-- WORK INSTRUCTION --
Below are records; how many of their lines contain "roads"? Reply with the number and no other words.

[Start of Attachment]

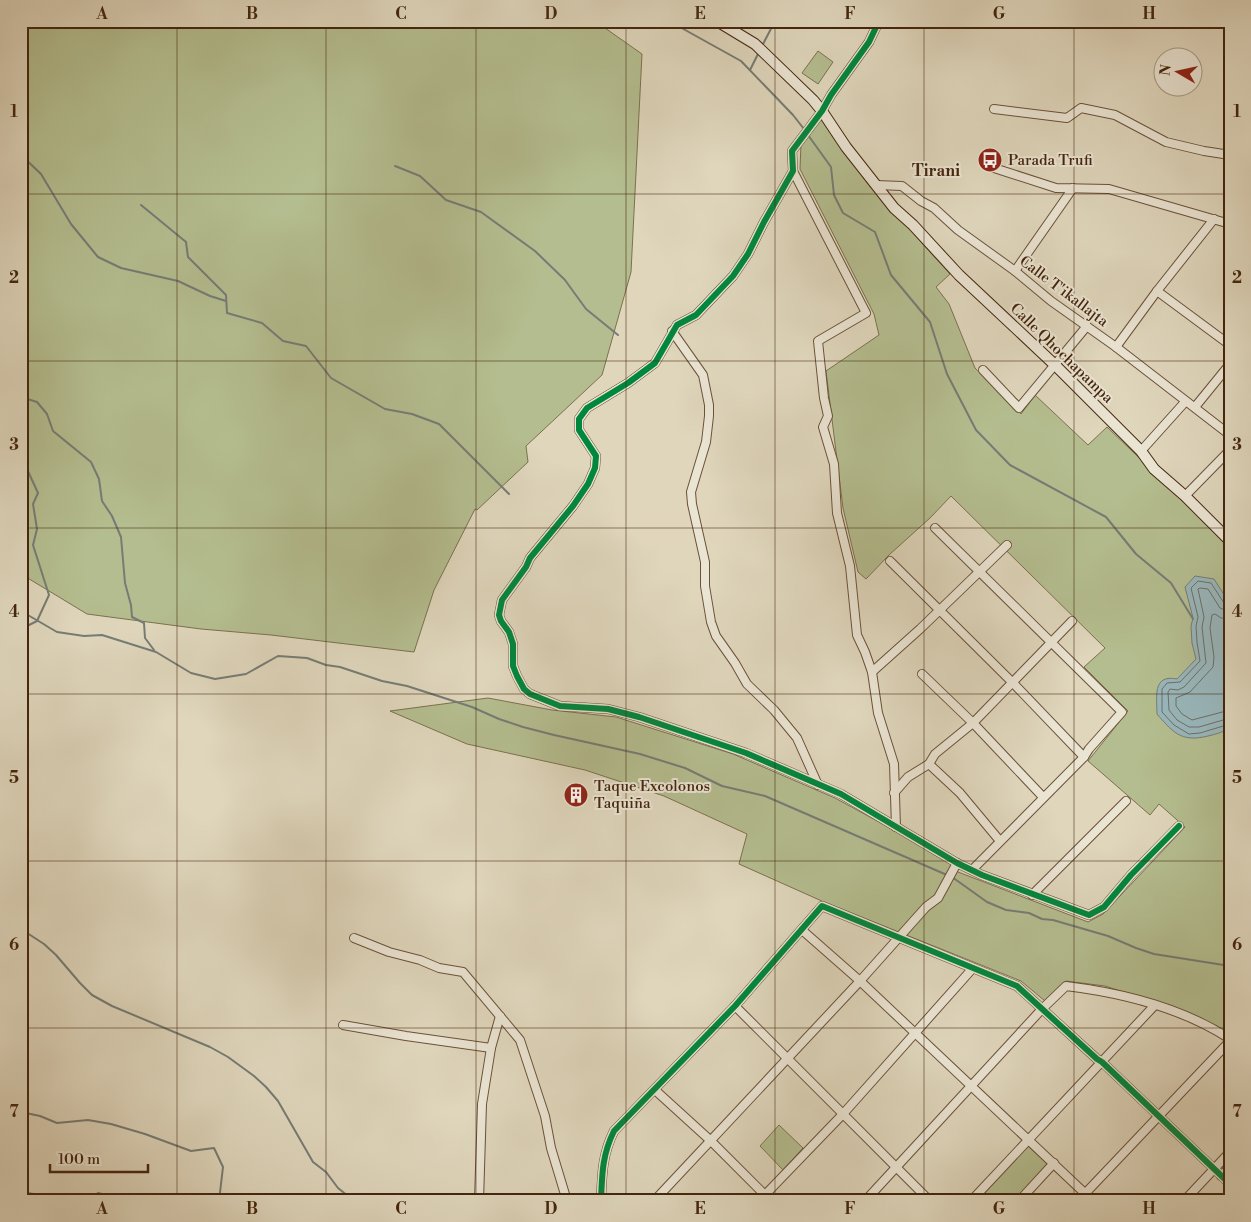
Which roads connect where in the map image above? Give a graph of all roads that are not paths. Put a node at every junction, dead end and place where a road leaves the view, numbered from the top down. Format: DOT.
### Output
graph roads {
  1 [pos="717,21"];
  2 [pos="879,21"];
  3 [pos="1225,21"];
  4 [pos="1230,25"];
  5 [pos="994,109"];
  6 [pos="819,114"];
  7 [pos="1230,154"];
  8 [pos="994,168"];
  9 [pos="793,172"];
  10 [pos="876,185"];
  11 [pos="1072,188"];
  12 [pos="1214,219"];
  13 [pos="1230,224"];
  14 [pos="1015,271"];
  15 [pos="1157,291"];
  16 [pos="1087,326"];
  17 [pos="672,331"];
  18 [pos="1230,345"];
  19 [pos="1116,347"];
  20 [pos="1230,364"];
  21 [pos="1056,366"];
  22 [pos="983,370"];
  23 [pos="1185,402"];
  24 [pos="1195,407"];
  25 [pos="1230,435"];
  26 [pos="1230,450"];
  27 [pos="1141,451"];
  28 [pos="1185,496"];
  29 [pos="935,528"];
  30 [pos="1230,540"];
  31 [pos="1007,545"];
  32 [pos="890,561"];
  33 [pos="980,571"];
  34 [pos="940,610"];
  35 [pos="1072,621"];
  36 [pos="1051,641"];
  37 [pos="872,672"];
  38 [pos="922,674"];
  39 [pos="1013,683"];
  40 [pos="973,723"];
  41 [pos="1084,757"];
  42 [pos="929,764"];
  43 [pos="818,785"];
  44 [pos="894,792"];
  45 [pos="1043,797"];
  46 [pos="1126,801"];
  47 [pos="1179,826"];
  48 [pos="896,827"];
  49 [pos="1000,841"];
  50 [pos="957,863"];
  51 [pos="972,870"];
  52 [pos="1032,895"];
  53 [pos="802,930"];
  54 [pos="354,938"];
  55 [pos="899,938"];
  56 [pos="974,968"];
  57 [pos="860,981"];
  58 [pos="1155,1005"];
  59 [pos="735,1006"];
  60 [pos="1042,1009"];
  61 [pos="500,1016"];
  62 [pos="343,1025"];
  63 [pos="915,1033"];
  64 [pos="1230,1040"];
  65 [pos="491,1048"];
  66 [pos="788,1059"];
  67 [pos="1102,1062"];
  68 [pos="972,1086"];
  69 [pos="654,1090"];
  70 [pos="843,1114"];
  71 [pos="1159,1116"];
  72 [pos="1029,1140"];
  73 [pos="710,1141"];
  74 [pos="1230,1152"];
  75 [pos="1054,1163"];
  76 [pos="896,1167"];
  77 [pos="1230,1167"];
  78 [pos="1214,1169"];
  79 [pos="1221,1176"];
  80 [pos="1230,1184"];
  81 [pos="1085,1193"];
  82 [pos="765,1199"];
  83 [pos="479,1201"];
  84 [pos="567,1201"];
  85 [pos="601,1201"];
  86 [pos="654,1201"];
  87 [pos="865,1201"];
  88 [pos="930,1201"];
  89 [pos="971,1201"];
  90 [pos="1018,1201"];
  91 [pos="1078,1201"];
  92 [pos="1093,1201"];
  93 [pos="1184,1201"];
  1 -- 6 [label="street, Calle Qhochapampa"];
  2 -- 6 [label="street"];
  3 -- 4 [label="street"];
  5 -- 7 [label="street"];
  6 -- 9 [label="street"];
  6 -- 10 [label="street, Calle Qhochapampa"];
  8 -- 11 [label="street"];
  9 -- 17 [label="street"];
  9 -- 37 [label="street"];
  10 -- 14 [label="street, Calle T'ikallajta"];
  10 -- 21 [label="street, Calle Qhochapampa"];
  11 -- 12 [label="street"];
  11 -- 14 [label="street"];
  12 -- 13 [label="street"];
  12 -- 15 [label="street"];
  14 -- 16 [label="street, Calle T'ikallajta"];
  15 -- 18 [label="street"];
  15 -- 19 [label="street"];
  16 -- 19 [label="street, Calle T'ikallajta"];
  16 -- 21 [label="street"];
  17 -- 43 [label="street"];
  17 -- 43 [label="street"];
  19 -- 23 [label="street, Calle T'ikallajta"];
  20 -- 24 [label="street"];
  21 -- 22 [label="street"];
  21 -- 27 [label="street, Calle Qhochapampa"];
  23 -- 24 [label="street, Calle T'ikallajta"];
  23 -- 27 [label="street"];
  24 -- 25 [label="street, Calle T'ikallajta"];
  26 -- 28 [label="street"];
  27 -- 28 [label="street, Calle Qhochapampa"];
  28 -- 30 [label="street, Calle Qhochapampa"];
  29 -- 33 [label="street"];
  31 -- 33 [label="street"];
  32 -- 34 [label="street"];
  33 -- 34 [label="street"];
  33 -- 36 [label="street"];
  34 -- 37 [label="street"];
  34 -- 39 [label="street"];
  35 -- 36 [label="street"];
  36 -- 39 [label="street"];
  36 -- 41 [label="street"];
  37 -- 44 [label="street"];
  38 -- 40 [label="street"];
  39 -- 40 [label="street"];
  39 -- 41 [label="street"];
  40 -- 42 [label="street"];
  40 -- 45 [label="street"];
  41 -- 45 [label="street"];
  42 -- 44 [label="street"];
  42 -- 49 [label="street"];
  43 -- 48 [label="street"];
  44 -- 48 [label="street"];
  45 -- 49 [label="street"];
  46 -- 52 [label="street"];
  47 -- 52 [label="street"];
  48 -- 50 [label="street"];
  49 -- 51 [label="street"];
  50 -- 51 [label="street"];
  50 -- 55 [label="street"];
  51 -- 52 [label="street"];
  53 -- 55 [label="street"];
  53 -- 57 [label="street"];
  53 -- 59 [label="street"];
  54 -- 61 [label="street"];
  55 -- 56 [label="street"];
  55 -- 57 [label="street"];
  56 -- 60 [label="street"];
  56 -- 63 [label="street"];
  57 -- 63 [label="street"];
  57 -- 66 [label="street"];
  58 -- 60 [label="street"];
  58 -- 64 [label="street"];
  58 -- 67 [label="street"];
  59 -- 66 [label="street"];
  59 -- 69 [label="street"];
  60 -- 67 [label="street"];
  60 -- 68 [label="street"];
  61 -- 65 [label="street"];
  61 -- 84 [label="street"];
  62 -- 65 [label="street"];
  63 -- 68 [label="street"];
  63 -- 70 [label="street"];
  64 -- 71 [label="street"];
  65 -- 83 [label="street"];
  66 -- 70 [label="street"];
  66 -- 73 [label="street"];
  67 -- 71 [label="street"];
  67 -- 72 [label="street"];
  68 -- 72 [label="street"];
  68 -- 76 [label="street"];
  69 -- 73 [label="street"];
  69 -- 85 [label="street"];
  70 -- 76 [label="street"];
  70 -- 82 [label="street"];
  71 -- 78 [label="street"];
  71 -- 81 [label="street"];
  72 -- 75 [label="street"];
  72 -- 89 [label="street"];
  73 -- 82 [label="street"];
  73 -- 86 [label="street"];
  74 -- 78 [label="street"];
  75 -- 81 [label="street"];
  75 -- 90 [label="street"];
  76 -- 87 [label="street"];
  76 -- 88 [label="street"];
  77 -- 79 [label="street"];
  78 -- 79 [label="street"];
  78 -- 93 [label="street"];
  79 -- 80 [label="street"];
  81 -- 91 [label="street"];
  81 -- 92 [label="street"];
}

[End of Attachment]

-- YOUR SOLUTION --
2